[[ Extracted information, beginning ]]
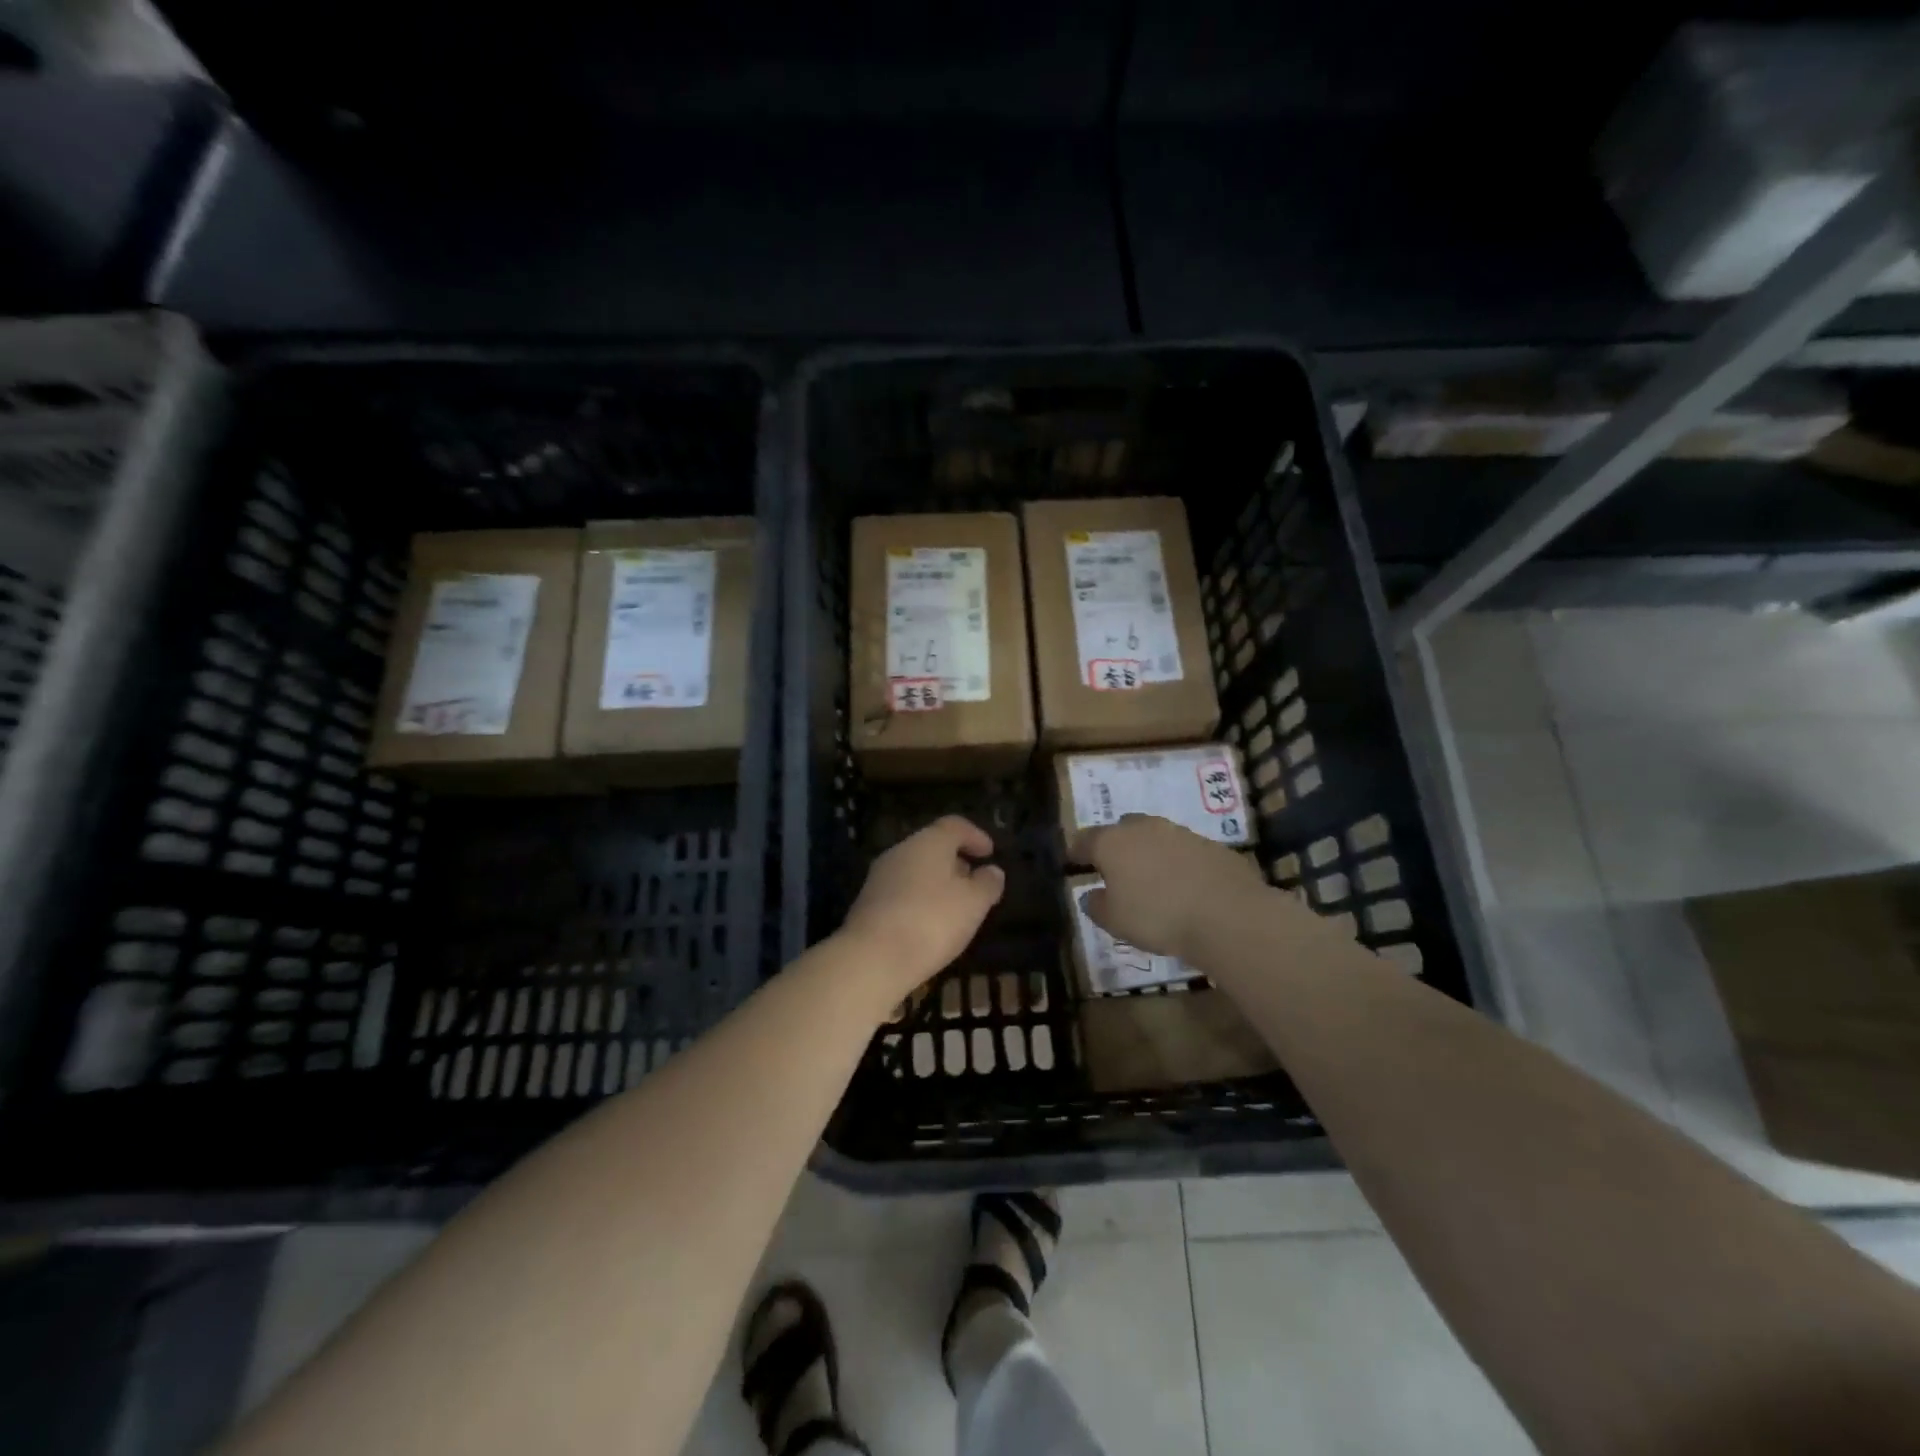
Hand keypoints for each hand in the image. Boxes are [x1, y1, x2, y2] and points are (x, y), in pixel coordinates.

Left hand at [840, 815, 1005, 993]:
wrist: (872, 958)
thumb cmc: (931, 921)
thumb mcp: (973, 904)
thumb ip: (987, 884)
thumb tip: (992, 871)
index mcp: (928, 842)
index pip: (954, 826)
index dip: (975, 836)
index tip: (990, 853)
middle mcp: (900, 851)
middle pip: (932, 846)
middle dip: (956, 861)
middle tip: (975, 882)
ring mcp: (880, 876)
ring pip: (915, 869)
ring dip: (937, 882)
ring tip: (955, 906)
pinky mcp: (868, 902)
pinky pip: (901, 891)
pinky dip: (920, 899)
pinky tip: (929, 923)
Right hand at [1075, 814, 1264, 961]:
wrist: (1226, 915)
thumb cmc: (1157, 917)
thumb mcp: (1114, 921)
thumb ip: (1096, 905)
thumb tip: (1091, 895)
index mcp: (1112, 842)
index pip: (1085, 839)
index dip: (1076, 851)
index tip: (1073, 861)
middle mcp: (1144, 828)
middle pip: (1122, 830)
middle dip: (1116, 846)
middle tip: (1115, 870)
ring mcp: (1180, 833)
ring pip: (1156, 837)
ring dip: (1150, 853)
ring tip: (1152, 880)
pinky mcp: (1211, 845)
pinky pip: (1185, 851)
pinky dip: (1179, 864)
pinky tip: (1185, 887)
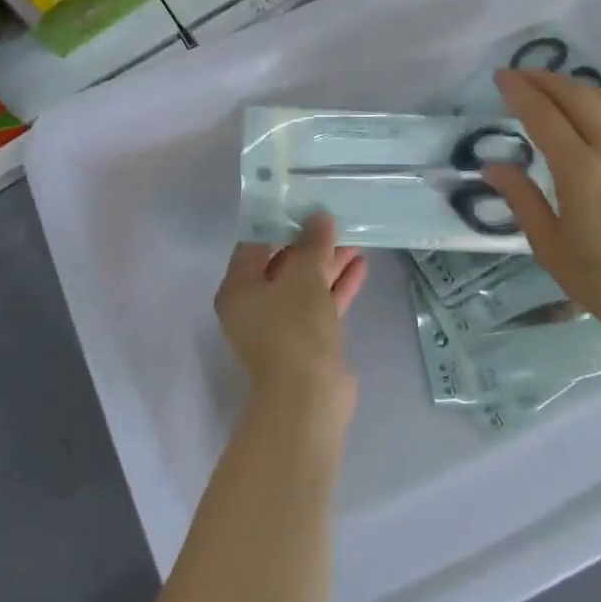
[[ Extracted information, end ]]
* [What you need to do] What you give back must match the material word for word, with no images included.

* [Reply]
Hand keypoints for each hand in the image. Boxes are [x1, y1, x2, y2] and points are (x, y), in pixel coordinates.

Left hand at [840, 815, 1005, 993]:
wrist: (872, 958)
thumb cmc: (931, 921)
thumb mcp: (973, 904)
thumb ip: (987, 884)
thumb tip: (992, 871)
index mcp: (928, 842)
index pip: (954, 826)
index dip: (975, 836)
index tip: (990, 853)
middle mcp: (900, 851)
middle pip: (932, 846)
middle dip: (956, 861)
middle tip: (975, 882)
ring mcp: (880, 876)
ring pip: (915, 869)
ring dip: (937, 882)
ring tip: (955, 906)
pinky mcp: (868, 902)
pinky pip: (901, 891)
pinky dip: (920, 899)
pinky tip: (929, 923)
Right hand at [1075, 814, 1264, 961]:
wrist: (1226, 915)
thumb cmc: (1157, 917)
thumb mcp: (1114, 921)
thumb ip: (1096, 905)
thumb tip: (1091, 895)
index mcp: (1112, 842)
index pip: (1085, 839)
index dip: (1076, 851)
index tip: (1073, 861)
middle mcp: (1144, 828)
middle pip: (1122, 830)
middle dip: (1116, 846)
middle tip: (1115, 870)
ring mcp: (1180, 833)
ring pip: (1156, 837)
ring dip: (1150, 853)
ring tip: (1152, 880)
pinky mcp: (1211, 845)
pinky pip: (1185, 851)
pinky dip: (1179, 864)
pinky tip: (1185, 887)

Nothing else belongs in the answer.